Publié le 29 avr 2008Lecture 8 min
Chirurgie cardiaque - Une prise en charge multidisciplinaire
P. NATAF, hôpital Bichat, Paris
L’évolution progressive de la chirurgie cardiaque au cours des dernières décennies a abouti à l’élaboration de techniques opératoires fiables et reproductibles pour un grand nombre de cardiopathies. Cette évolution a cependant été fortement influencée par le regroupement d’équipes de chirurgie et de cardiologie sur un même plateau technique et par l’innovation en cardiologie interventionnelle. Les prises en charge de la maladie coronaire et du rétrécissement aortique du sujet âgé ont particulièrement bénéficié de cet état de fait.
Chirurgie coronaire
Une ascension médico-chirurgicale
Le traitement chirurgical de la maladie coronaire a été bouleversé depuis l’avènement de l’angioplastie coronaire. Le profil des patients opérés a ainsi été totalement modifié.
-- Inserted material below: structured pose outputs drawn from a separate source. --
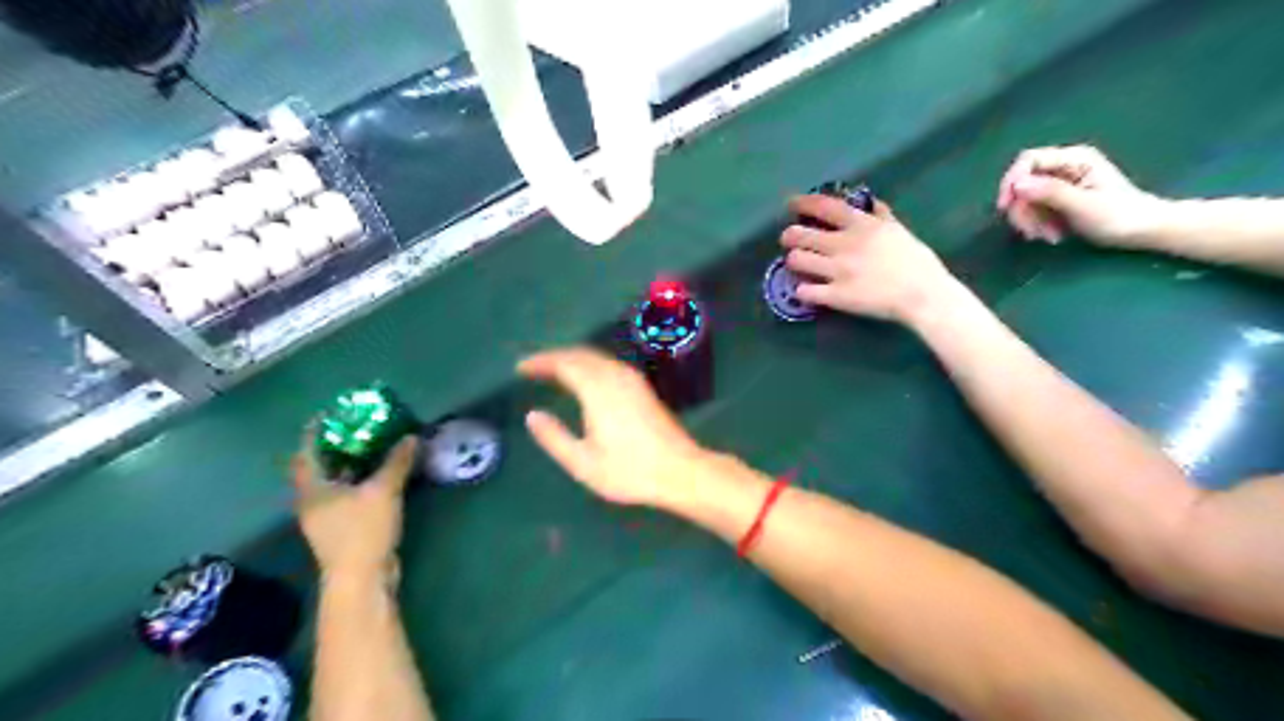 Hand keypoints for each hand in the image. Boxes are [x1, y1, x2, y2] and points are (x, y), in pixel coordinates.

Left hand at [291, 427, 415, 581]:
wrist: (362, 580)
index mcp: (312, 489)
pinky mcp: (342, 529)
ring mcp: (326, 517)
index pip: (306, 453)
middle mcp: (313, 501)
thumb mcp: (383, 491)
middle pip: (318, 467)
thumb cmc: (363, 531)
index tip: (330, 414)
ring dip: (350, 465)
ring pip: (334, 483)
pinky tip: (379, 476)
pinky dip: (359, 481)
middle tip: (358, 427)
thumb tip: (410, 437)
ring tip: (372, 446)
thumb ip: (397, 462)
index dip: (315, 432)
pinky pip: (347, 496)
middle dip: (335, 446)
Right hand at [514, 346, 706, 507]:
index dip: (540, 362)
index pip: (564, 363)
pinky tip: (585, 380)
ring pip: (596, 357)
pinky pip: (608, 364)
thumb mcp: (583, 463)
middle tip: (533, 367)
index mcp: (598, 390)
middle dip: (554, 357)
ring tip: (553, 372)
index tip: (521, 367)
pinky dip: (589, 365)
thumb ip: (554, 437)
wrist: (679, 471)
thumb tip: (532, 415)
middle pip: (580, 354)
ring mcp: (632, 380)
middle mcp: (615, 376)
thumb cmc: (629, 471)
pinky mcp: (642, 387)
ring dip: (573, 359)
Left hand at [779, 194, 955, 323]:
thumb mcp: (899, 231)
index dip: (803, 203)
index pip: (825, 207)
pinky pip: (805, 291)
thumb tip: (870, 203)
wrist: (924, 295)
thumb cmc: (917, 263)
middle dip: (789, 236)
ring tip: (796, 263)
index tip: (792, 203)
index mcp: (861, 226)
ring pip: (797, 260)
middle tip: (788, 239)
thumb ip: (881, 216)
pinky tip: (805, 290)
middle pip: (801, 235)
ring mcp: (837, 271)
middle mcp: (844, 245)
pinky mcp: (835, 296)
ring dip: (793, 261)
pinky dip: (802, 290)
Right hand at [997, 145, 1171, 243]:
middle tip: (1032, 234)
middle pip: (1023, 182)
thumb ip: (1051, 193)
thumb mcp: (1083, 206)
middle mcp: (1064, 166)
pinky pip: (1034, 209)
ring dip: (1031, 221)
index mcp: (1074, 159)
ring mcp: (1061, 182)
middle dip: (1023, 209)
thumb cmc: (1120, 217)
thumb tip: (1017, 185)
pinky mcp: (1058, 198)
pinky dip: (1037, 224)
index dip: (1012, 182)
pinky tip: (1052, 235)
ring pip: (1026, 199)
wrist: (1144, 231)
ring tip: (1049, 238)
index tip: (1005, 207)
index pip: (1029, 161) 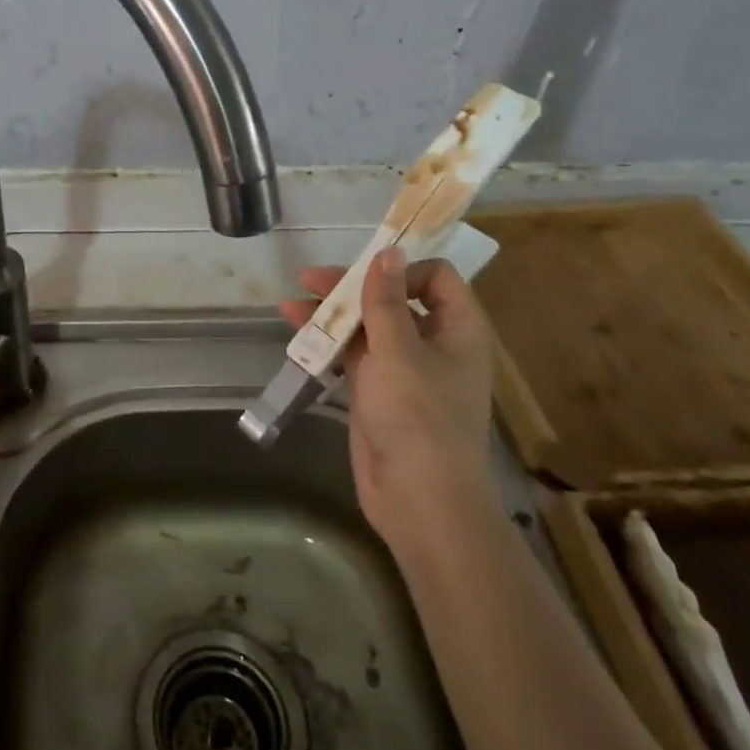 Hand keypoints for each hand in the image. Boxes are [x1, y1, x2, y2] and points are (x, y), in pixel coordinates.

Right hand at [279, 247, 497, 540]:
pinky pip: (352, 355)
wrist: (419, 499)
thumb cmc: (418, 416)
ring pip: (367, 327)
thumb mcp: (399, 350)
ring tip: (291, 304)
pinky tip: (296, 332)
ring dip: (332, 314)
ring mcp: (404, 369)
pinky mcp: (378, 391)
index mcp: (458, 330)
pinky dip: (327, 342)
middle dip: (351, 288)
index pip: (436, 278)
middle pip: (393, 298)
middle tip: (310, 279)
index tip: (363, 272)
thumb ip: (386, 299)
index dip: (401, 268)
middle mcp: (433, 343)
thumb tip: (388, 250)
Le dogme classique de l’indication chirurgicale formelle pour les malades porteurs de lésions du tronc commun de l’artère coronaire gauche et de lésions tritronculaires a disparu du fait des progrès de l’angioplastie (et des angioplasticiens). Actuellement, après une indispensable discussion médico-chirurgicale, il est possible de proposer une revascularisation par angioplastie aux patients pluritronculaires à condition que celle-ci soit techniquement faisable, à faible risque et qu’elle permette une revascularisation complète avec un taux relativement faible de resténose lié à la localisation, la diffusion, la complexité des lésions et au terrain (diabète notamment). L’inquiétude vient surtout du fait de la gestion du traitement antiagrégant plaquettaire et de sa durée. Le risque, notamment thrombotique, des stents actifs a été largement évoqué.
La chirurgie est toujours la bienvenue en cas de lésions ne pouvant relever des techniques percutanées (occlusions, bifurcations complexes, artères de très petit calibre, lésions très diffuses, etc.) car techniquement difficiles ou à fort taux de resténose par angioplastie.
Dans ces conditions, le chirurgien doit s’obliger à être performant en proposant une revascularisation complète et durable chez des patients autrefois considérés comme des patients à très haut risque chirurgical.
Le concept de reconstruction coronaire
Les méthodes de revascularisation myocardique par pontages coronaires ont, en effet, nettement évolué depuis l’utilisation extensive des artères mammaires internes. Les techniques de prélèvement de ces greffons et la pratique de montages artériels complexes pour une revascularisation complète du réseau coronaire ont permis au chirurgien cardiaque de s’adapter aux populations actuelles de patients ayant une atteinte coronaire diffuse, à mauvais lit d’aval et ne pouvant bénéficier des progrès de la cardiologie interventionnelle.
Le pontage mammaire
Les bénéfices de l’artère mammaire interne gauche sur l’artère interventriculaire antérieure ont été anciennement démontrés avec des résultats cliniques à long terme très satisfaisants et une perméabilité des greffons proche de 95 % à 10 ans. Les greffons veineux saphènes, classiquement utilisés mais aux résultats immédiats et à distance inconstants, ont été progressivement réservés comme greffons additionnels à une revascularisation de l’artère interventriculaire antérieure par l’artère mammaire interne gauche. D’autres greffons artériels, comme l’artère radiale ou l’artère gastro-épiploïque, ont ensuite été utilisés dans l’espoir d’une revascularisation plus durable. Ces données ont progressivement permis d’évoluer vers un concept de revascularisation « toute artérielle » du myocarde, évitant l’utilisation des greffons veineux saphènes.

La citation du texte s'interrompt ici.